I have been using RDF on x86 with a lot of success, though I have encountered one weird corner case on several occasions in getLandingPadLiveIns(). I have annotated the code below to highlight the issue:

RegisterSet DataFlowGraph::getLandingPadLiveIns() const {
RegisterSet LR;
const Function &F = MF.getFunction();
const Constant *PF = F.hasPersonalityFn() ? F.getPersonalityFn() // PF may be nullptr
: nullptr;
const TargetLowering &TLI = *MF.getSubtarget().getTargetLowering();
if (RegisterId R = TLI.getExceptionPointerRegister(PF))
LR.insert(RegisterRef(R));
if (RegisterId R = TLI.getExceptionSelectorRegister(PF)) // when PF is nullptr, an assertion fails in the X86 subtarget impl
LR.insert(RegisterRef(R));
return LR;
}

The assertion fail then looks like this:

llvm/lib/Target/X86/X86ISelLowering.cpp:22945: virtual unsigned int llvm::X86TargetLowering::getExceptionSelectorRegister(const llvm::Constant *) const: Assertion `!isFuncletEHPersonality(classifyEHPersonality(PersonalityFn))’ failed.

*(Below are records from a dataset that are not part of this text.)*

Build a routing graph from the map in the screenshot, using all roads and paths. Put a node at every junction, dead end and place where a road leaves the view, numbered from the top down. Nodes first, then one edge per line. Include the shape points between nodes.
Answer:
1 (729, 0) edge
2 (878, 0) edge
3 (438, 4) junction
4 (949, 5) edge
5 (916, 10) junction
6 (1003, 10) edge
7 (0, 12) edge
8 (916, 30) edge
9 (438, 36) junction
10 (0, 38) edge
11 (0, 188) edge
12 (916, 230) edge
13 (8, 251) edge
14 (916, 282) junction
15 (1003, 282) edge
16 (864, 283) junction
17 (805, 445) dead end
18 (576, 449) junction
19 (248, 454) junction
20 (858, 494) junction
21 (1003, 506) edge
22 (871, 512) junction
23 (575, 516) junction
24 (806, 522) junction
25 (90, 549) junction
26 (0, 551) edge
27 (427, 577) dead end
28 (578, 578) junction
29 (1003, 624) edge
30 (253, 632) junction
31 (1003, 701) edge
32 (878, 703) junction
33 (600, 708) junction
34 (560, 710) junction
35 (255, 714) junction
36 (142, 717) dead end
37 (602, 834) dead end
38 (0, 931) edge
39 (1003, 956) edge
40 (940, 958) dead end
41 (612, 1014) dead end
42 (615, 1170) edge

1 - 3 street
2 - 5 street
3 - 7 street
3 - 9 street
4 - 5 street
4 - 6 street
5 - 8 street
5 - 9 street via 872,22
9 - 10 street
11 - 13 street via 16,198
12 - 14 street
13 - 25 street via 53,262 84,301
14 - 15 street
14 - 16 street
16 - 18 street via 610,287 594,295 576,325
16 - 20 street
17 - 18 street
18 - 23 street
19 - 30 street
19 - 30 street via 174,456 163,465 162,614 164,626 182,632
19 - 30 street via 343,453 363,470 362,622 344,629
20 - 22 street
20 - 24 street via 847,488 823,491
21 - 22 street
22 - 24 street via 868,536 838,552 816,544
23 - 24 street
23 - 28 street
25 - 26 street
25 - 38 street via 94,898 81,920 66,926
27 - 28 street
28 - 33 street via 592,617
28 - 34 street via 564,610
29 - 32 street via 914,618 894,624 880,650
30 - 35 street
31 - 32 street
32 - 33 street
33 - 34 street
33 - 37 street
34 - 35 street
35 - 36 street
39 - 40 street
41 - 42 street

Could you clarify what the issue may be, and how it might be fixed? (BTW I am using LLVM 8.0.1)

Thanks,

Scott Constable

9

Hi Scott,

This code is trying to collect the registers that are live-in on entry to the landing pad. As you probably know, the landing pads are where the exception handling runtime jumps back into the function, so they are something like additional entry points. As such, they have some set of live-in registers as defined by some calling convention (or more likely exception handling convention). All this code does is trying to find out what these registers are. What this assertion reflects is really my lack of familiarity with these conventions for x86. This function is kind of “one size fits all”, i.e. “do the same thing for all cases”, which is evidently not sufficient. The proper fix would be to identify the applicable calling convention for a particular case and set the live-in registers appropriately.

Here’s a document about exception handling in LLVM with some information about landing pads and funclets: the actual registers depend on the target OS (Linux/Windows), and also on the architecture (I’m guessing this is 32- vs 64-bit).

https://llvm.org/docs/ExceptionHandling.html

I’m happy to hear that you’re funding RDF useful.